Instructions to follow:
Set down exactly the entries below, beginning at their first line and ending at the line with "Road topology of the map above, covering".

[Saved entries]
BEGIN
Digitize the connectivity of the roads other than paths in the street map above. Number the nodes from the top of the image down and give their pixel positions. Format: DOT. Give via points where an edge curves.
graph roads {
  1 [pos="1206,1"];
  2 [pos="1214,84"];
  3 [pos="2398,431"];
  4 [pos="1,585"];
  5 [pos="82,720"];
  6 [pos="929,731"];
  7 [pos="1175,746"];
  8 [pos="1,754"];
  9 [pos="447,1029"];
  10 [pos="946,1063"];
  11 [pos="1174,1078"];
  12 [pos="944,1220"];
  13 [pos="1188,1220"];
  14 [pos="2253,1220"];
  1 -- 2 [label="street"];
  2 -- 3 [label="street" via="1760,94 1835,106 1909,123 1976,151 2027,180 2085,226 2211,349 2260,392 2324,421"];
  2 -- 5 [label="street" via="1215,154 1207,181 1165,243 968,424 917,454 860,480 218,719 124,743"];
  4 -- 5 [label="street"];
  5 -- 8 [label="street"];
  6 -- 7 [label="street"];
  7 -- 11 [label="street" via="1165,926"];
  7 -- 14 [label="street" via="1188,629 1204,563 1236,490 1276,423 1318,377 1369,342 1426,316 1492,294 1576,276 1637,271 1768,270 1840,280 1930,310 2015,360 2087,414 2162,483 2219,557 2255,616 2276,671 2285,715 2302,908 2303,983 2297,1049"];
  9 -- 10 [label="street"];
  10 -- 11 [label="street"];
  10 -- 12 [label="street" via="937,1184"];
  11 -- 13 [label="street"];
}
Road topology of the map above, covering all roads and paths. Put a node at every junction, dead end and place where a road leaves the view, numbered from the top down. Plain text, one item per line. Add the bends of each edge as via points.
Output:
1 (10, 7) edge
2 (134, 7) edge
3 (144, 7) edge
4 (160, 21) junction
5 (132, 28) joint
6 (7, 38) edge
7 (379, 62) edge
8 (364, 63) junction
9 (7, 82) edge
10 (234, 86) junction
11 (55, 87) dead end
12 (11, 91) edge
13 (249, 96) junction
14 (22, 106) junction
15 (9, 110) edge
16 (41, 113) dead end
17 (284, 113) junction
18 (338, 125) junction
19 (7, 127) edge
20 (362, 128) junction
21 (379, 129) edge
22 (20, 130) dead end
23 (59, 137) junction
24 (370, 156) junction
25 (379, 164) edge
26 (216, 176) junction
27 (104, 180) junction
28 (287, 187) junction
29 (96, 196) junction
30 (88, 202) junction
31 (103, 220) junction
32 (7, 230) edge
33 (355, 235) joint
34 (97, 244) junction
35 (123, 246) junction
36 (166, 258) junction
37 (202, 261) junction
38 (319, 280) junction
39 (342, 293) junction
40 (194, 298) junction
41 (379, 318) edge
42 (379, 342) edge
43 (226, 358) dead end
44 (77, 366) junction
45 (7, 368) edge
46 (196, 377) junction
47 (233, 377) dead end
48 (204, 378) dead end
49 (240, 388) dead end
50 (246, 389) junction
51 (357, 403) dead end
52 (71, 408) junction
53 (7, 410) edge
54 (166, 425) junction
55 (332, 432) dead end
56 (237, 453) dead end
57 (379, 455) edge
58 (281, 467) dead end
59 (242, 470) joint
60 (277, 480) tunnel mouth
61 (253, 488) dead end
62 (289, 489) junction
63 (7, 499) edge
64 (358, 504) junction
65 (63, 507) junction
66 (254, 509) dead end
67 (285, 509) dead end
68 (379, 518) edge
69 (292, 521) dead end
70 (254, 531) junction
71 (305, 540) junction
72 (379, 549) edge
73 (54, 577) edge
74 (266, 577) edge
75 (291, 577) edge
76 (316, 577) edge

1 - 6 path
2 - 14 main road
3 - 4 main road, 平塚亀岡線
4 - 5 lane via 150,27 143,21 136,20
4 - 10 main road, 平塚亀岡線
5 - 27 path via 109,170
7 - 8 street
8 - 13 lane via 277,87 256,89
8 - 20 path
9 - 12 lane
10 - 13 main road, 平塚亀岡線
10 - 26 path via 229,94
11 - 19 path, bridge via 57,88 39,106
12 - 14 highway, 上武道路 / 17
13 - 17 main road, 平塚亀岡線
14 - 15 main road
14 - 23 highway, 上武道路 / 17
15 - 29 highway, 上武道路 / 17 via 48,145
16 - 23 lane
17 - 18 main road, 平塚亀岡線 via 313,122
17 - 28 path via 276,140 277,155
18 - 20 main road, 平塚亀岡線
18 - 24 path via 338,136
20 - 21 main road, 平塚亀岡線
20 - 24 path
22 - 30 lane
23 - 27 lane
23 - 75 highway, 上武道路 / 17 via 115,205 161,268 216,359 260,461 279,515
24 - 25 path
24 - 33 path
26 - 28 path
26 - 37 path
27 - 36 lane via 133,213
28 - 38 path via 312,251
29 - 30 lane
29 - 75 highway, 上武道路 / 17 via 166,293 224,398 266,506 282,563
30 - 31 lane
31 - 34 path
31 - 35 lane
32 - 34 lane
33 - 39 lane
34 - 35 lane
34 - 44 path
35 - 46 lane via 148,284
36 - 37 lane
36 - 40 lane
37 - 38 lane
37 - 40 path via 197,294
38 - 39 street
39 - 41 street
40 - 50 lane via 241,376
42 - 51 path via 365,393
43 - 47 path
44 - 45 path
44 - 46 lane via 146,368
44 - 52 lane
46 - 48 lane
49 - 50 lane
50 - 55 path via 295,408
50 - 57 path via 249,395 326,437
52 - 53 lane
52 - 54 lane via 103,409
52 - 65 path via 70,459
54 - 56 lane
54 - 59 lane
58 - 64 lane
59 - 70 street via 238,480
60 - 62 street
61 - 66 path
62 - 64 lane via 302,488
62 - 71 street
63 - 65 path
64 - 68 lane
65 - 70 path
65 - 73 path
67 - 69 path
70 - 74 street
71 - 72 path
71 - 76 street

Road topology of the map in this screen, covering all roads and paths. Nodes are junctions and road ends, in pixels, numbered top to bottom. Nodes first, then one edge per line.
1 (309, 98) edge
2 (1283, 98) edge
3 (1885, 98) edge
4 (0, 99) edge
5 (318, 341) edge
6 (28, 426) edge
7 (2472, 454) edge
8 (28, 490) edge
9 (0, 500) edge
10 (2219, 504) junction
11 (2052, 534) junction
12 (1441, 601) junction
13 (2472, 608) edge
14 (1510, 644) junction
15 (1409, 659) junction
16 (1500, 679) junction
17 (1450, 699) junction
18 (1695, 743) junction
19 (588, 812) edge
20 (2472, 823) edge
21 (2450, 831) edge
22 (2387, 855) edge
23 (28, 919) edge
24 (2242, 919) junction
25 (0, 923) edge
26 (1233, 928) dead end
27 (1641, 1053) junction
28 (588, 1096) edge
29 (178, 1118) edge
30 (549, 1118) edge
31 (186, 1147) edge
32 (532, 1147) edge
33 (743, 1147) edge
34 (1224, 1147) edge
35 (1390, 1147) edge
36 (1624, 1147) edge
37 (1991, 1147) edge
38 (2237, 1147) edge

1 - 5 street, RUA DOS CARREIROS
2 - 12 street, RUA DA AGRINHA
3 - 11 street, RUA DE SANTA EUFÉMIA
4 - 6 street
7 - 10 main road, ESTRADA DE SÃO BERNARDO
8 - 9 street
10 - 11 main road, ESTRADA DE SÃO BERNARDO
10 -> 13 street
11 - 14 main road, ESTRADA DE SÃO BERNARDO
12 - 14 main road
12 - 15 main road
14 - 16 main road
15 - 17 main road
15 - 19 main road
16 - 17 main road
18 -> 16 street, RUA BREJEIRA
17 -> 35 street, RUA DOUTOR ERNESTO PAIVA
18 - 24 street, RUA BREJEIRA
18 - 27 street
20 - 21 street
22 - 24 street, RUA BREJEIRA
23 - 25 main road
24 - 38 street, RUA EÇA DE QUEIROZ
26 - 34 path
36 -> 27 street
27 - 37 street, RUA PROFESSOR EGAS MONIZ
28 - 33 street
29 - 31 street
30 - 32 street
END
Finished exercise:
Digitize the connectivity of the roads other than paths in the street map above. Number the nodes from the top of the image down and give their pixel positions. Format: DOT. Give via points where an edge curves.
graph roads {
  1 [pos="1206,1"];
  2 [pos="1214,84"];
  3 [pos="2398,431"];
  4 [pos="1,585"];
  5 [pos="82,720"];
  6 [pos="929,731"];
  7 [pos="1175,746"];
  8 [pos="1,754"];
  9 [pos="447,1029"];
  10 [pos="946,1063"];
  11 [pos="1174,1078"];
  12 [pos="944,1220"];
  13 [pos="1188,1220"];
  14 [pos="2253,1220"];
  1 -- 2 [label="street"];
  2 -- 3 [label="street" via="1760,94 1835,106 1909,123 1976,151 2027,180 2085,226 2211,349 2260,392 2324,421"];
  2 -- 5 [label="street" via="1215,154 1207,181 1165,243 968,424 917,454 860,480 218,719 124,743"];
  4 -- 5 [label="street"];
  5 -- 8 [label="street"];
  6 -- 7 [label="street"];
  7 -- 11 [label="street" via="1165,926"];
  7 -- 14 [label="street" via="1188,629 1204,563 1236,490 1276,423 1318,377 1369,342 1426,316 1492,294 1576,276 1637,271 1768,270 1840,280 1930,310 2015,360 2087,414 2162,483 2219,557 2255,616 2276,671 2285,715 2302,908 2303,983 2297,1049"];
  9 -- 10 [label="street"];
  10 -- 11 [label="street"];
  10 -- 12 [label="street" via="937,1184"];
  11 -- 13 [label="street"];
}
Road topology of the map above, covering all roads and paths. Put a node at every junction, dead end and place where a road leaves the view, numbered from the top down. Plain text, one item per line. Add the bends of each edge as via points.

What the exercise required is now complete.